ACTIVITY: The records below must be transcribed exactly, with each picture left out.

------ INPUT DATA ------

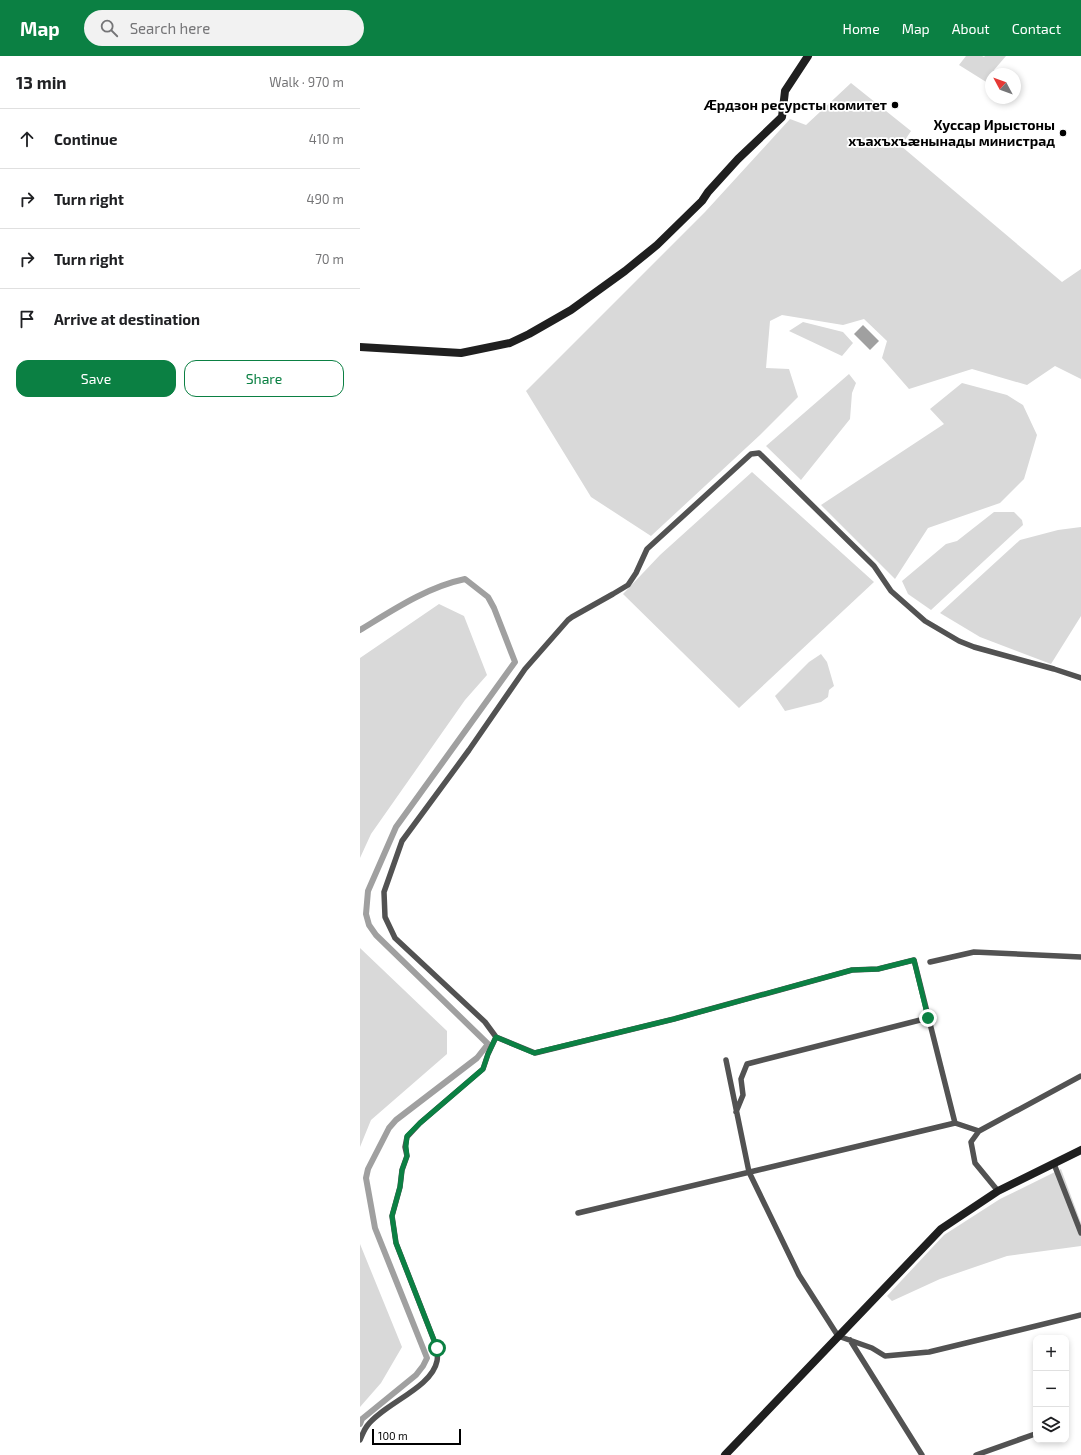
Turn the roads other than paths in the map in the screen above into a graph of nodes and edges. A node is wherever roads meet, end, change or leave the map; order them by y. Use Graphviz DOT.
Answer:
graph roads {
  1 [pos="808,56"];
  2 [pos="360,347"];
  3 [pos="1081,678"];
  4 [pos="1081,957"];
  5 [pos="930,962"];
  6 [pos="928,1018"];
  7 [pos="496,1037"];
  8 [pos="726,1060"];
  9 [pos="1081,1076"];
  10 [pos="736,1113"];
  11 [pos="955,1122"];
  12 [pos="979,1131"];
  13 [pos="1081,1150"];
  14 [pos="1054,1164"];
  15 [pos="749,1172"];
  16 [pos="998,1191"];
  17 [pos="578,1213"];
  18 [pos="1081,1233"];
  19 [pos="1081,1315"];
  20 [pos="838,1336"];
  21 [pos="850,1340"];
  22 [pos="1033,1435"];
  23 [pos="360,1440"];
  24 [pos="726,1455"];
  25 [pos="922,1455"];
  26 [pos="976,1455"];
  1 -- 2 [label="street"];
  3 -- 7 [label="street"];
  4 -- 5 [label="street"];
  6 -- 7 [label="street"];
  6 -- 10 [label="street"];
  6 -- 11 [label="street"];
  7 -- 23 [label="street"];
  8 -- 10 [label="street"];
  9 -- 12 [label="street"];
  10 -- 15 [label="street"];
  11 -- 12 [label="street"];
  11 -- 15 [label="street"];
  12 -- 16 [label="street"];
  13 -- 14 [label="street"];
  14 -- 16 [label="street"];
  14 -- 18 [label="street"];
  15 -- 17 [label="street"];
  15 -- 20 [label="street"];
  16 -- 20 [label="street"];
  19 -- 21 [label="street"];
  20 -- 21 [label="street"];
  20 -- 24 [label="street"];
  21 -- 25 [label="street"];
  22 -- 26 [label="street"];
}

------

ANSWER TO THE PROBLEM:
Turn the roads other than paths in the map in the screen above into a graph of nodes and edges. A node is wherever roads meet, end, change or leave the map; order them by y. Use Graphviz DOT.
Answer:
graph roads {
  1 [pos="808,56"];
  2 [pos="360,347"];
  3 [pos="1081,678"];
  4 [pos="1081,957"];
  5 [pos="930,962"];
  6 [pos="928,1018"];
  7 [pos="496,1037"];
  8 [pos="726,1060"];
  9 [pos="1081,1076"];
  10 [pos="736,1113"];
  11 [pos="955,1122"];
  12 [pos="979,1131"];
  13 [pos="1081,1150"];
  14 [pos="1054,1164"];
  15 [pos="749,1172"];
  16 [pos="998,1191"];
  17 [pos="578,1213"];
  18 [pos="1081,1233"];
  19 [pos="1081,1315"];
  20 [pos="838,1336"];
  21 [pos="850,1340"];
  22 [pos="1033,1435"];
  23 [pos="360,1440"];
  24 [pos="726,1455"];
  25 [pos="922,1455"];
  26 [pos="976,1455"];
  1 -- 2 [label="street"];
  3 -- 7 [label="street"];
  4 -- 5 [label="street"];
  6 -- 7 [label="street"];
  6 -- 10 [label="street"];
  6 -- 11 [label="street"];
  7 -- 23 [label="street"];
  8 -- 10 [label="street"];
  9 -- 12 [label="street"];
  10 -- 15 [label="street"];
  11 -- 12 [label="street"];
  11 -- 15 [label="street"];
  12 -- 16 [label="street"];
  13 -- 14 [label="street"];
  14 -- 16 [label="street"];
  14 -- 18 [label="street"];
  15 -- 17 [label="street"];
  15 -- 20 [label="street"];
  16 -- 20 [label="street"];
  19 -- 21 [label="street"];
  20 -- 21 [label="street"];
  20 -- 24 [label="street"];
  21 -- 25 [label="street"];
  22 -- 26 [label="street"];
}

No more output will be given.